Por Urda Alice Klueger (Enseada de Brito, SC)
Oi, Katty:
A gente ainda não se conheceu formalmente, mas é como se eu
já a conhecesse a longo tempo. Sou a cachorrona da Urda, que sempre saio a
passear com coleira e guia, pois no passado, quando era uma cachorra abandonada
e um filhotinho meu foi morto por um carro, fiquei tão revoltada que saí
mordendo uma porção de gente. Daí criei a fama de cachorra mordedora, e muita
gente começou a fazer maldade comigo, como me jogar pedras e paus, me dar
veneno e estourar bombinhas para eu me assustar. Andava desesperada e então
mordi mais gente ainda – um dia, soube que iam me matar.
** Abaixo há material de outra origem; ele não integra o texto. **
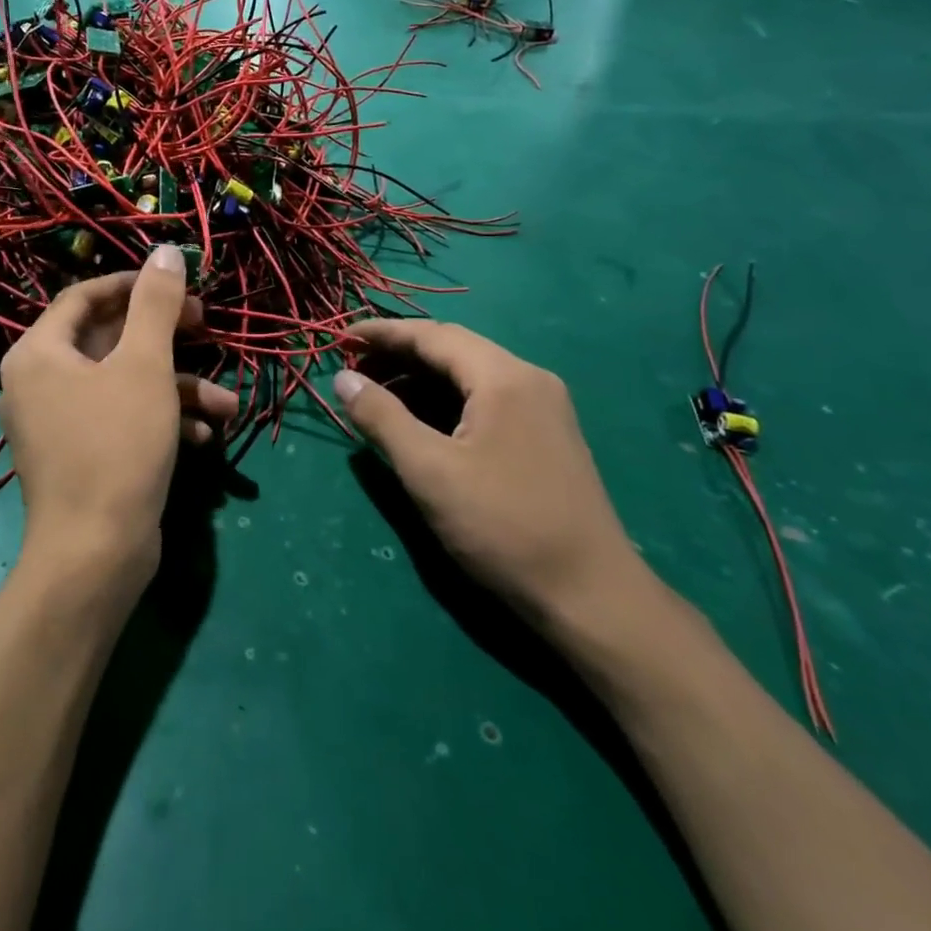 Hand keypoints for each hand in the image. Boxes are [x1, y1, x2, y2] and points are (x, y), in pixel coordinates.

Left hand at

Daí fui me esconder na
casa da Urda e agora isso já faz 18 meses e nunca mais mordi ninguém. De
qualquer forma, continuo saindo de coleira para evitar qualquer tentação, pois
sempre podemos encontrar algum dos meus antigos desafetos, não? Mas já esqueci
de quase todos, menos de um velhinho que, sempre que me vê ameaça me jogar
pedras e eu fico doida para pegá-lo, mas como ele já tem mais de 80 anos, a
Urda e a Maria Antônia sempre dizem para eu esquecer e me comportar como uma
lady. Elas ficam muito admiradas quando saímos do Canto da Enseada, porque aí
nunca quero morder ninguém, e vamos sempre à Barra do Aririu, à Palhoça, já
passei dia na praia do Sambaqui, lá na capital, junto com o Raul Longo e o
cachorrinho dele, o Chiquinho (cá entre nós, é um cachorrinho de uns 5 kg, mas
ficou apaixonado por mim, que tenho 25 kg!). Já fui, também, ao Natal Luz da
cidade de São José e me diverti muito!
Mas
o que eu queria contar era outra coisa. Ontem fomos todos à Palhoça, tomar
vermífugo, o carro lotado de cachorros e gato, e logo que saímos da nossa rua
encontramos, ferido, o cachorro chamado Tijucano, que não tem dono e é um pouco
de cada um. Quando ele apareceu por aqui, abandonado, veio com sarna, e daí que
o chamavam de Sarnento, mas a Urda mudou o nome dele para Tijucano, porque ela
sempre conta que alguém muito distante, que foi a mãe dela, era daquela cidade,
e em Tijucas tem um versinho que diz assim:
“Amarelo
da goiaba
Morreu
na segunda-feira
Se
não fosse a goiaba
Durava
a semana inteira”
Como
esse cachorro é amarelo com olhos pretos (tem um outro que é amarelo com olhos
verdes, por aqui), ele agora é o Tijucano, e ontem estava ferido na beira da
rua, assim na perna ou no pé. Paramos o carro, mas era tanto cachorro que não
dava para leva-lo junto, e ele ficou para ser atendido depois. A nossa linda
veterinária, a tia Danny, já mandou remédio para ele – sei que um é para dor,
mas há mais dois.
Só
que voltamos e... cadê o Tijucano? Tinha sumido, e por mais que a Urda e a
Maria Antônia procurassem pela pasto, pelo mato e pela praia, ele não apareceu
mais. A Urda estava muito triste e rezava para um tal de São Francisco de
Assis, mas ele só apareceu hoje de noitinha, mancando e morto de fome. Tomou
todos os remédios dentro de pedaços de salsicha, sem cuspir nenhum, como eu
faço, e está dormindo aqui em casa, na varanda, num tapete com dois
travesseiros, e vai ficar até melhorar.
É
por isto que estou escrevendo. Eu e Zorrilho estamos em vigília, para ele não
entrar em casa, pois onde já se viu um cachorro de rua querer entrar na “nossa”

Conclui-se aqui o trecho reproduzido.